I couldn’t believe that I would have an advantage in the market. After all, I had read A Random Walk Down Wall Street in college. I truly thought that the markets were efficient, that any available knowledge about a company was already reflected in its stock price. Yet I saw Raleigh using the information I gave him to make money for his clients. He finally broke me down to start using this information to my advantage to make some money in the market. Finally after more than a year, I relented. I was ready to trade.
Notice I didn’t use the word invest. I wasn’t an investor. I just wanted to make money. The reason I was ready to try was that it was patently obvious that the market wasn’t efficient. Someone like me with industry knowledge had an advantage. My knowledge could be used profitably. As we got ready to start, I asked Raleigh if he had any words of wisdom that I should remember. His response was simple. “Get Long, Get Loud”.
Get Long, Get Loud. As we started buying and selling technology stocks, most of which were in the local area networking field that I had specialized in at MicroSolutions, Raleigh put me on the phone with analysts, money managers, individual investors, reporters, anyone with money or influence who wanted to talk technology and stocks.
We talked about token ring topologies that didn’t work on 10BaseT. We talked about what companies were stuffing channels – selling more equipment to their distributors than the distributors really needed to meet the retail demand. We talked about who was winning, and who was losing. We talked about things that really amounted to the things you would hear if you attended any industry trade show panel.

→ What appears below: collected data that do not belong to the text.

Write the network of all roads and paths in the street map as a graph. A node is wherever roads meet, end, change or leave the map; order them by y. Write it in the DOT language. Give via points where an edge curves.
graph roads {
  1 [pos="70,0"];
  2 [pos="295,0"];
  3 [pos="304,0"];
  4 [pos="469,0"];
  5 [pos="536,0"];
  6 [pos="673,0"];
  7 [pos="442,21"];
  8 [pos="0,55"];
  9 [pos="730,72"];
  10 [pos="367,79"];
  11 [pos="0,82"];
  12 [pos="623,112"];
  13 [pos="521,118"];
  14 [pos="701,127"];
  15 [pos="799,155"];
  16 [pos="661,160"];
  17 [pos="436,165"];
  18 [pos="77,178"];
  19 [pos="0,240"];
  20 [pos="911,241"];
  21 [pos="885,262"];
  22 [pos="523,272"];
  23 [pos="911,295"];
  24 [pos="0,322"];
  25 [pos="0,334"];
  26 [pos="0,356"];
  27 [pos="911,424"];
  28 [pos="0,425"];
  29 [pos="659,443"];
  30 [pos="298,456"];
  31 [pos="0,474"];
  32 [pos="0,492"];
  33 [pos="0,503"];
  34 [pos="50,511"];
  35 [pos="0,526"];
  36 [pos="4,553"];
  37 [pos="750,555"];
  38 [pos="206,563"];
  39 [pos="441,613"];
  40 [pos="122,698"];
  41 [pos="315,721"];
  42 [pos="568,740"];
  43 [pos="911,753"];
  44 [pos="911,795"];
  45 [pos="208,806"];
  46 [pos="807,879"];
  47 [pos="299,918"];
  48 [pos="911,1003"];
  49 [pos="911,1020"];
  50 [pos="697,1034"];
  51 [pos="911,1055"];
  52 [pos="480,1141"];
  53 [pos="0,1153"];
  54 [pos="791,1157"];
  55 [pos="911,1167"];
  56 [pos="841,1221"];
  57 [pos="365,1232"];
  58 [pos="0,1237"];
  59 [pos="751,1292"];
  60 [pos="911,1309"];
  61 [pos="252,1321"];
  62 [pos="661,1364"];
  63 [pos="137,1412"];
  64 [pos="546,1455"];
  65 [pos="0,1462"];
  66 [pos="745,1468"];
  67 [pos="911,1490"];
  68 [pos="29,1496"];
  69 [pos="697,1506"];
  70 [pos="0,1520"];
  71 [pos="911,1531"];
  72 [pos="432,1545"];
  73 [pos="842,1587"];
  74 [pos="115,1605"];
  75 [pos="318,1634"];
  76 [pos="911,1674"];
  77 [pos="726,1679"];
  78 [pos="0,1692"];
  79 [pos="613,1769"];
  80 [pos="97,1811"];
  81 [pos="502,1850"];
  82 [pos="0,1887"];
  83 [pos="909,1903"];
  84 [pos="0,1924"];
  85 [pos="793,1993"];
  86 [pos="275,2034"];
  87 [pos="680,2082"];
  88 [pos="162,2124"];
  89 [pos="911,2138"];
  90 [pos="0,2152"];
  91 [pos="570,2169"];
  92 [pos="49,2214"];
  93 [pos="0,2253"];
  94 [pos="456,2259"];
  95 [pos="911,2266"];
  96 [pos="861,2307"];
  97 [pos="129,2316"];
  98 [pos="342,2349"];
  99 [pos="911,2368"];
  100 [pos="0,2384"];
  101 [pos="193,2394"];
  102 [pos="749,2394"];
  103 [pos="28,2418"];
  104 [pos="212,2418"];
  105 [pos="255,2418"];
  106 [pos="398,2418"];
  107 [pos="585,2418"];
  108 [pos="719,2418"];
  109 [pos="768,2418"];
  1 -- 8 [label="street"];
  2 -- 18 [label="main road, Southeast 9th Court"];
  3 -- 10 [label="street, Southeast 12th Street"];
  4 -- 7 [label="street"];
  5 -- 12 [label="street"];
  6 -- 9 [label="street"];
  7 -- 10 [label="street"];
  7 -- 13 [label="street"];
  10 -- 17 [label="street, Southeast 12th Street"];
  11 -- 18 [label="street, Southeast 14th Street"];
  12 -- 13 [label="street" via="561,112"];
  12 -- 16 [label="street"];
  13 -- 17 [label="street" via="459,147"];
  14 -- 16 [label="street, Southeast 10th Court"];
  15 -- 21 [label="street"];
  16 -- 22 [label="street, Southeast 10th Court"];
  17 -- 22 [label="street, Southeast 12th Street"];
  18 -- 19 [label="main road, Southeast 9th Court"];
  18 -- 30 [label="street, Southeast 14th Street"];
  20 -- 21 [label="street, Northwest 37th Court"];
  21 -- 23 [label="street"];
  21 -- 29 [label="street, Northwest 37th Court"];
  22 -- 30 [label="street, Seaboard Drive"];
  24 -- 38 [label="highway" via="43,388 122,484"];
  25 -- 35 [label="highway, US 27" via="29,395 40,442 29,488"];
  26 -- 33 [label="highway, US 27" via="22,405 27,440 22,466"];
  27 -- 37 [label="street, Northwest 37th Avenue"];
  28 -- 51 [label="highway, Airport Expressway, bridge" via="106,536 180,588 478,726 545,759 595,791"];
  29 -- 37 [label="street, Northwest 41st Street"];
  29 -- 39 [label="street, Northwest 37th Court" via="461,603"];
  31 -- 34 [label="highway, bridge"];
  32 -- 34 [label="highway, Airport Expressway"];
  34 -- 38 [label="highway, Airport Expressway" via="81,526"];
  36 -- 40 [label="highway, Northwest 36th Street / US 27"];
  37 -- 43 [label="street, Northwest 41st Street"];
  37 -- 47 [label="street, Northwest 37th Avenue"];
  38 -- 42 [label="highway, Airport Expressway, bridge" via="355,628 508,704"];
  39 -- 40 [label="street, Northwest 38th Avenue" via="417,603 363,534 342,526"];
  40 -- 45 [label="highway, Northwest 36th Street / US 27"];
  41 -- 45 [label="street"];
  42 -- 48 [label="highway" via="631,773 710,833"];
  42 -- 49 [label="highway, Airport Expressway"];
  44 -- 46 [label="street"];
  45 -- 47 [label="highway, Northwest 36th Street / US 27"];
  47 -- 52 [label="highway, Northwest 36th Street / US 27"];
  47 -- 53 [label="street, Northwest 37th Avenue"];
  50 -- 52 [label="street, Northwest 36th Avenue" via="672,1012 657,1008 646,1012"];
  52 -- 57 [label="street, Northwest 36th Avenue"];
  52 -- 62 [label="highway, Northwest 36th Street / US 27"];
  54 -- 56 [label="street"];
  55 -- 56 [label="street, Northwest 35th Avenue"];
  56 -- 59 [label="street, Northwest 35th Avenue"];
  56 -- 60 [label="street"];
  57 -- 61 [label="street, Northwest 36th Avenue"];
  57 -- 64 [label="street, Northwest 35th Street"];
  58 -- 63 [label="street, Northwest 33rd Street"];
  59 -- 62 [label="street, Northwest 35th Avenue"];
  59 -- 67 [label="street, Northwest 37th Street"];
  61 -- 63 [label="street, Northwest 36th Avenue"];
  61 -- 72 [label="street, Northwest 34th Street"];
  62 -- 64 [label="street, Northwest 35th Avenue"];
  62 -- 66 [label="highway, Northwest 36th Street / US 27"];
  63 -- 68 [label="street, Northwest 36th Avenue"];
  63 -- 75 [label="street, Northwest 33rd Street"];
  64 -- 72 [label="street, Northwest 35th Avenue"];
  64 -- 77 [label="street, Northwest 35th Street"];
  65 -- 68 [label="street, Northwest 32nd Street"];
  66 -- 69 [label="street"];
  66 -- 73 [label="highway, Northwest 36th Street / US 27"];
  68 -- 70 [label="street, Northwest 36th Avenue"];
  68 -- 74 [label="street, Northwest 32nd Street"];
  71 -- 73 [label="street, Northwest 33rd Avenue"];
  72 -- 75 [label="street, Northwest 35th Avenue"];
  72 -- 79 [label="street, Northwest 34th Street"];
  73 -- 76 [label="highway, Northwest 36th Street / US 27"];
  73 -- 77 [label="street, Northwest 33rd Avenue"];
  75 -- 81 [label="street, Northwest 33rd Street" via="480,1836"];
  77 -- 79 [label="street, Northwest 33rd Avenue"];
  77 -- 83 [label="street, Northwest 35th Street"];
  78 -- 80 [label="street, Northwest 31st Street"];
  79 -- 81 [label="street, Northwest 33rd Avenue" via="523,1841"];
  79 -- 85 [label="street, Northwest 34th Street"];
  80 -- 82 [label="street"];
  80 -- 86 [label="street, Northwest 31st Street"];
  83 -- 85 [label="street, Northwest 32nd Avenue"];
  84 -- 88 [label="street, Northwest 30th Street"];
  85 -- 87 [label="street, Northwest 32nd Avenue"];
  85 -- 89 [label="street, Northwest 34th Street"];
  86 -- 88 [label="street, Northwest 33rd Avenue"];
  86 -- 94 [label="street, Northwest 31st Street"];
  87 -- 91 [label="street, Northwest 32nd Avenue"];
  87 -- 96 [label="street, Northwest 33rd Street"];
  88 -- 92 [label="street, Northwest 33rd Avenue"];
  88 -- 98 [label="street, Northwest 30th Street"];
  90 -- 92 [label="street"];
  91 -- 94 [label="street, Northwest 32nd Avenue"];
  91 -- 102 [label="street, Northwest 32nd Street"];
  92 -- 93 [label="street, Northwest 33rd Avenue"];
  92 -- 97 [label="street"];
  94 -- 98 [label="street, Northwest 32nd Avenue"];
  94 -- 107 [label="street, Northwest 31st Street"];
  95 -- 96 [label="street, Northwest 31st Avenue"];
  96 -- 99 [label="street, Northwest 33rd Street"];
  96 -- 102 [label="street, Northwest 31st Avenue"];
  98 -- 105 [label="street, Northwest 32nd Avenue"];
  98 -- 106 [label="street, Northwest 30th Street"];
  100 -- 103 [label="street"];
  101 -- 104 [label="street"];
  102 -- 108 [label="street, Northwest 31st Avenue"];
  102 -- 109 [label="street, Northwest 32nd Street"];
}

Yet after hanging up the phone with these people, I would watch stocks move up and down. Of course as the stocks moved, the number of people wanting to talk to me grew.
I remember buying stock in a Canadian company called Gandalf Technologies in the early 90s. Gandalf made Ethernet bridges that allowed businesses and homes to connect to the Internet and each other via high-speed digital phone lines called ISDN.
I had bought one for my house and liked the product, and I’d talked to other people who’d used it. They had decent results, nothing spectacular, but good enough. I had no idea Gandalf was even a public company until a friend of Raleigh’s asked me about it. What did I think about Gandalf Technologies? It was trading at the time at about a buck a share. It was a decent company, I said. It had competition, but the market was new and they had as much chance as anyone to succeed. Sure, I’ll buy some, and I would be happy to answer any questions about the technology. The market size, the competition, the growth rates. Whatever I knew, I would tell.
I bought the stock, I answered the questions, and I watched Gandalf climb from a dollar to about $20 a share over the next months.
At a dollar, I could make an argument that Gandalf could be attractive. Its market was growing, and compared to the competition, it was reasonably valued on a price-sales or price-earnings basis. But at $20, the company’s market value was close to $1 billion – which in those days was real money. The situation was crazy. People were buying the stock because other people were buying the stock.
To add to the volume, a mid-sized investment bank that specialized in technology companies came out with a buy rating on Gandalf. They reiterated all the marketing mishmash that was fun to talk about when the stock was a dollar. The ISDN market was exploding. The product was good. Gandalf was adding distributors. If they only maintained X percentage of the market, they would grow to some big number. Their competitors were trading at huge market caps, so this company looks cheap. Et cetera, et cetera.
The bank made up forecasts formulating revenue numbers at monstrous growth rates that at some point in the future led to profits. Unfortunately, the bank couldn’t attract enough new money to the stock to sustain its price. It didn’t have enough brokers to shout out the marketing spiel to entice enough new buyers to pay the old buyers. The hope among the “sophisticated buyers” was that one bank picking up coverage would lead to others doing the same. It didn’t happen. No other big investment banks published reports on the stock. The volume turned down.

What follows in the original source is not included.